Fourteen fractures in 13 patients who met the inclusion criteria were treated with open reduction internal fixation. We found 7 tongue-type and 7 joint depression-type fractures based on the Essex-Lopresti classification. Based on the Sanders classification, we found 9 type II (2-part) fractures and 5 type III (3-part) fractures. The average preoperative and postoperative Bohler angles were 11.8 and 28.4 degrees (P < 0.0001), respectively. The average subjective AOFAS hindfoot score was 64 of a possible 68 points. Of 14 fractures, 13 were fixed with a buttressing plate laterally. One patient was fixed with a single 3.5-mm cortical screw and had the lowest AOFAS hindfoot score. Four minor complications in 3 patients were encountered.
We found that most children with displaced intraarticular calcaneal fractures treated with open reduction and internal fixation at 1 institution had a good clinical outcome with few complications.

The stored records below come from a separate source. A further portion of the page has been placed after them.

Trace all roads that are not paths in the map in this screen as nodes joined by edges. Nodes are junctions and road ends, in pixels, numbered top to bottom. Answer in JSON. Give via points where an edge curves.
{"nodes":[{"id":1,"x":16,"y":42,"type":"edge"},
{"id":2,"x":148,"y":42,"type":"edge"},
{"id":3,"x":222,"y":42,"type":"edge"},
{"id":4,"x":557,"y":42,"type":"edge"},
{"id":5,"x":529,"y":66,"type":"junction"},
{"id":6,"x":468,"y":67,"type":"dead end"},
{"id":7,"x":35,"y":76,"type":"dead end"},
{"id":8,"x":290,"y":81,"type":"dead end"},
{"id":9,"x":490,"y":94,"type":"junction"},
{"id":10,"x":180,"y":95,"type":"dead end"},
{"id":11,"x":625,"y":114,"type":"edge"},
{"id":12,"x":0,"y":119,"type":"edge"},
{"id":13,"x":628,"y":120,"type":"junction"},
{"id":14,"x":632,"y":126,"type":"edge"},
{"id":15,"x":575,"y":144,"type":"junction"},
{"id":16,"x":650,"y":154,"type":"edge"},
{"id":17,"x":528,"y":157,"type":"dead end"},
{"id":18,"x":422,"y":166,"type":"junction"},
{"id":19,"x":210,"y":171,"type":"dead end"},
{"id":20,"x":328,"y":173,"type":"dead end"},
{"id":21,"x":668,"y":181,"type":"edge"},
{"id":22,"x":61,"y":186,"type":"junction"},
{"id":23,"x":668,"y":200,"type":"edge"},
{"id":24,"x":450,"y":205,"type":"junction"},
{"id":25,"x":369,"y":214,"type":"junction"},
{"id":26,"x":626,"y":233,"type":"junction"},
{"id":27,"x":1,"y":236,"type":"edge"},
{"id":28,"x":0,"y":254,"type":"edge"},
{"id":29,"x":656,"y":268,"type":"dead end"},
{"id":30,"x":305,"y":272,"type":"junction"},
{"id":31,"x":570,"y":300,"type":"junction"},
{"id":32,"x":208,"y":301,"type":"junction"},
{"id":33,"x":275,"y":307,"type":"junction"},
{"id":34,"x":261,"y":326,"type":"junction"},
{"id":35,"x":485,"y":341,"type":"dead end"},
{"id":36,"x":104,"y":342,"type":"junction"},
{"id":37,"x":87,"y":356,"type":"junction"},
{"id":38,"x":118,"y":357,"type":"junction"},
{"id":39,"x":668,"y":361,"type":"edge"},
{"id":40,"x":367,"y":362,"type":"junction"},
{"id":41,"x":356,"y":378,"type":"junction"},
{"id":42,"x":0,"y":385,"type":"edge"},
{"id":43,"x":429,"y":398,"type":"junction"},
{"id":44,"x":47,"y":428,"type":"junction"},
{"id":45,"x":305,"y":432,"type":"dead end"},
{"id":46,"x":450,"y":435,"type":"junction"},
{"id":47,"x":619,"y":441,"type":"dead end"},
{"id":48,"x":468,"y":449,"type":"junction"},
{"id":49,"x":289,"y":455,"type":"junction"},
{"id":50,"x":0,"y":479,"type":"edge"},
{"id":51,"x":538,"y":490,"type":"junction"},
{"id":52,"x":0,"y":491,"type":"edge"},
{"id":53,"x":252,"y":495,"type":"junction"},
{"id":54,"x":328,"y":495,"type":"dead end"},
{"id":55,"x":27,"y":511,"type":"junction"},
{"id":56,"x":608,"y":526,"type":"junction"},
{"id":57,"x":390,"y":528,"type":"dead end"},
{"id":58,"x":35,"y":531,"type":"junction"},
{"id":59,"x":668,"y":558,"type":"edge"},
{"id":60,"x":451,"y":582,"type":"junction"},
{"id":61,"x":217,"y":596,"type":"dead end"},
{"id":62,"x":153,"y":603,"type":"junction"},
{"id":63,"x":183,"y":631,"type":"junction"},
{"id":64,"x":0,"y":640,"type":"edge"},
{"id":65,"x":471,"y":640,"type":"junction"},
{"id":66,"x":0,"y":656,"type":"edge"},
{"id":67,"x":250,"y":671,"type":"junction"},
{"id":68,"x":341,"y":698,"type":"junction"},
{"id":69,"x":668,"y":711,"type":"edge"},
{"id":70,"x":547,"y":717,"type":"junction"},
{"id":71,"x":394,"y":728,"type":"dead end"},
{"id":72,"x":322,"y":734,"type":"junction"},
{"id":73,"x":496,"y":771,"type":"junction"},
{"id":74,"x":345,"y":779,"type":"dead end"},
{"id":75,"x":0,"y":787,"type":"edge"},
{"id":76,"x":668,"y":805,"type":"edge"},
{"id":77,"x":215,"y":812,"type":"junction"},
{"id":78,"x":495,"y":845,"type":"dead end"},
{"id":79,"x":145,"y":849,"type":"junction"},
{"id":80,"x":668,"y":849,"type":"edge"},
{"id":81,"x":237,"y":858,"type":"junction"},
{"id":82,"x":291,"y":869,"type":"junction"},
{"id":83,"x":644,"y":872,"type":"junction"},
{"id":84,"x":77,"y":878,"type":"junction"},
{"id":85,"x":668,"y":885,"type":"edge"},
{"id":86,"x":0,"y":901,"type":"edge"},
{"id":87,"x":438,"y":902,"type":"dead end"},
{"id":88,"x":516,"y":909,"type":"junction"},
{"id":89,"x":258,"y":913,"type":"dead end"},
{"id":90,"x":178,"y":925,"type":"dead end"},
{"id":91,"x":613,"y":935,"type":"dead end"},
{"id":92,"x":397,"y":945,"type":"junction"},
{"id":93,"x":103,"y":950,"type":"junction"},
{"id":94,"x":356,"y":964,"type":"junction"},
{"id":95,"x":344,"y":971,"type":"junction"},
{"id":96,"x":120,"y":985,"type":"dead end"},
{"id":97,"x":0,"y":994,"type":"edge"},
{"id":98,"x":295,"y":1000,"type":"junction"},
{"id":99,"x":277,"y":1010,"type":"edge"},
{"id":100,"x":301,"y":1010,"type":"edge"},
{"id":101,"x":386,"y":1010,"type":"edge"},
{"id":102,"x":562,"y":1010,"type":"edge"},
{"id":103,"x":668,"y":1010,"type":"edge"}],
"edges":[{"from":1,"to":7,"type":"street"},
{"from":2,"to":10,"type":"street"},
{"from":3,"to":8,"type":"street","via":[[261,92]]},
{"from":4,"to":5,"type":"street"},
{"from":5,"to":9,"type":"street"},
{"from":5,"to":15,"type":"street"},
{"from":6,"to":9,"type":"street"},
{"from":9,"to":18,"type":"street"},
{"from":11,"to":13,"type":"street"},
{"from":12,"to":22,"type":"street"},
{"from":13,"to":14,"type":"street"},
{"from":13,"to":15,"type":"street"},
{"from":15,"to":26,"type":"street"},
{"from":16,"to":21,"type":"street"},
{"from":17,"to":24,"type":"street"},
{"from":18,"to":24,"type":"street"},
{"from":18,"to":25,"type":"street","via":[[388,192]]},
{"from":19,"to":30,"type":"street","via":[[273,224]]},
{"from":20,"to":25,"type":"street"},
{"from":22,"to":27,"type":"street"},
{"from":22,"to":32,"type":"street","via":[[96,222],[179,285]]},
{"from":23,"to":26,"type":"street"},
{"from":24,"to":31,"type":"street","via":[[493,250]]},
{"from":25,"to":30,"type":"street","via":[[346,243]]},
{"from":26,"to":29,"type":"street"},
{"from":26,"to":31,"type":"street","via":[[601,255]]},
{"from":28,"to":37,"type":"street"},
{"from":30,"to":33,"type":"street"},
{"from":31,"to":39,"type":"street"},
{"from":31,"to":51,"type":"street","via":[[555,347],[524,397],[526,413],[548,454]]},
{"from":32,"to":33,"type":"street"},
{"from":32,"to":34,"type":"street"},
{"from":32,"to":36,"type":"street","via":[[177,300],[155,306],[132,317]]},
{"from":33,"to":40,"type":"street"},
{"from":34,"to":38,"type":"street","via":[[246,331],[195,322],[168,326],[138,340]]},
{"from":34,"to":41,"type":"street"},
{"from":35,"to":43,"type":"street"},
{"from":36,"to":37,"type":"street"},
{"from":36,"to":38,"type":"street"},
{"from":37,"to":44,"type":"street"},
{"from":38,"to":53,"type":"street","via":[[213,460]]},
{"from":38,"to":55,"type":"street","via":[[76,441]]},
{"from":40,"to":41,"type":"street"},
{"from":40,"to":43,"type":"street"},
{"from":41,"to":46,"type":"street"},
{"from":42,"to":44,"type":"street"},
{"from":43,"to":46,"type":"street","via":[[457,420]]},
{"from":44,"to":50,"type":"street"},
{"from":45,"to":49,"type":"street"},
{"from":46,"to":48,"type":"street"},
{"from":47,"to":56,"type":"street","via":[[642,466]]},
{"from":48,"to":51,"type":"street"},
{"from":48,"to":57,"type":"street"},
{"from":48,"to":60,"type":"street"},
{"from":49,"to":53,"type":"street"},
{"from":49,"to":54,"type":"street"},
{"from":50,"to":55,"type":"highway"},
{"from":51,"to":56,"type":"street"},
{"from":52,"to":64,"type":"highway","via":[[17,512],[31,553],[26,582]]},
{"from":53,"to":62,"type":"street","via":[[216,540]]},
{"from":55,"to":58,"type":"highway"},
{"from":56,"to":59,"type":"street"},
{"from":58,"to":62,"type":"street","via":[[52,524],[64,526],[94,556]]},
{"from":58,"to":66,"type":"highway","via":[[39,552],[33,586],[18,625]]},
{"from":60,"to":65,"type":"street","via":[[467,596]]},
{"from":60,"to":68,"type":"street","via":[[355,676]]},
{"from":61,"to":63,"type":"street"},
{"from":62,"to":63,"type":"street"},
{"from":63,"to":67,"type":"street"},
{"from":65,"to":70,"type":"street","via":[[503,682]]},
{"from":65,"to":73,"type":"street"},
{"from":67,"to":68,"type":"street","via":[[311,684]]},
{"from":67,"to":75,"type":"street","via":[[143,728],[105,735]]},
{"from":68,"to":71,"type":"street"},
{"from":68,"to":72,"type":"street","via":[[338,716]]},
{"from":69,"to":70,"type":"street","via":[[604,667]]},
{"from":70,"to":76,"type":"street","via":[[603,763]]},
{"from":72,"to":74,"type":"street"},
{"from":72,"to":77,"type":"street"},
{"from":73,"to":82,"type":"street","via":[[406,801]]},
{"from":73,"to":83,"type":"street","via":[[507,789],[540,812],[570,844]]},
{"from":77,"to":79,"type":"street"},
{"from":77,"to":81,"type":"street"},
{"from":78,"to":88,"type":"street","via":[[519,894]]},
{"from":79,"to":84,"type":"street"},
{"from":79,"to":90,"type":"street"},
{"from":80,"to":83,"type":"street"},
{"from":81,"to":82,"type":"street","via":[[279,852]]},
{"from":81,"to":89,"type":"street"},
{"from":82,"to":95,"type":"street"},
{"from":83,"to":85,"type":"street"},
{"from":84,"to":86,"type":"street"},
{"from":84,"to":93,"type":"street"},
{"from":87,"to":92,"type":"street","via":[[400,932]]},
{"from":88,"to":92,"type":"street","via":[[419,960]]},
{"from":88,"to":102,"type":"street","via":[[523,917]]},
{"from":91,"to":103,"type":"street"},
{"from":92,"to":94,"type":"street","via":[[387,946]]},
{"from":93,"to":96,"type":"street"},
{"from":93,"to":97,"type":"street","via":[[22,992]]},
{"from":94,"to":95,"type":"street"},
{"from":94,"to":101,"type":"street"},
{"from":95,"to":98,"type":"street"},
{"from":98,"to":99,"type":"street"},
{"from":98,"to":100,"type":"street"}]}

儿童跟骨骨折较为罕见,而关节内骨折且有移位的情况则更为少见。成人文献中的最新数据表明,手术治疗移位的关节内跟骨骨折可带来更理想的结果。大多数儿童跟骨骨折是由低能量创伤所致,因此移位轻微且为关节外骨折。然而,一些儿童会遭受高能量创伤,导致严重的关节内损伤。儿童手术治疗跟骨骨折在文献中的描述较少。本研究的目的是分析手术治疗儿童移位关节内跟骨骨折的结果。
对在1家机构接受切开复位内固定治疗的所有闭合性移位关节内跟骨骨折患儿进行回顾性研究,平均随访时间为术后67个月。术前和术后的X线片以及术前的计算机断层扫描用于骨折分类。使用美国矫形足踝协会(AOFAS)后足评分的主观部分评估功能结果。
13例符合纳入标准的患者共14处骨折接受了切开复位内固定治疗。根据埃塞克斯-洛普雷斯蒂分类法,我们发现7例舌型骨折和7例关节塌陷型骨折。根据桑德斯分类法,我们发现9例II型(两部分)骨折和5例III型(三部分)骨折。术前和术后平均博勒角分别为11.8度和28.4度(P < 0.0001)。AOFAS后足评分的平均主观得分为满分68分中的64分。14处骨折中有13处采用外侧支撑钢板固定。1例患者用1枚3.5毫米皮质骨螺钉固定,其AOFAS后足评分最低。3例患者出现4处轻微并发症。
我们发现,在1家机构接受切开复位内固定治疗的大多数移位关节内跟骨骨折患儿临床结果良好,并发症较少。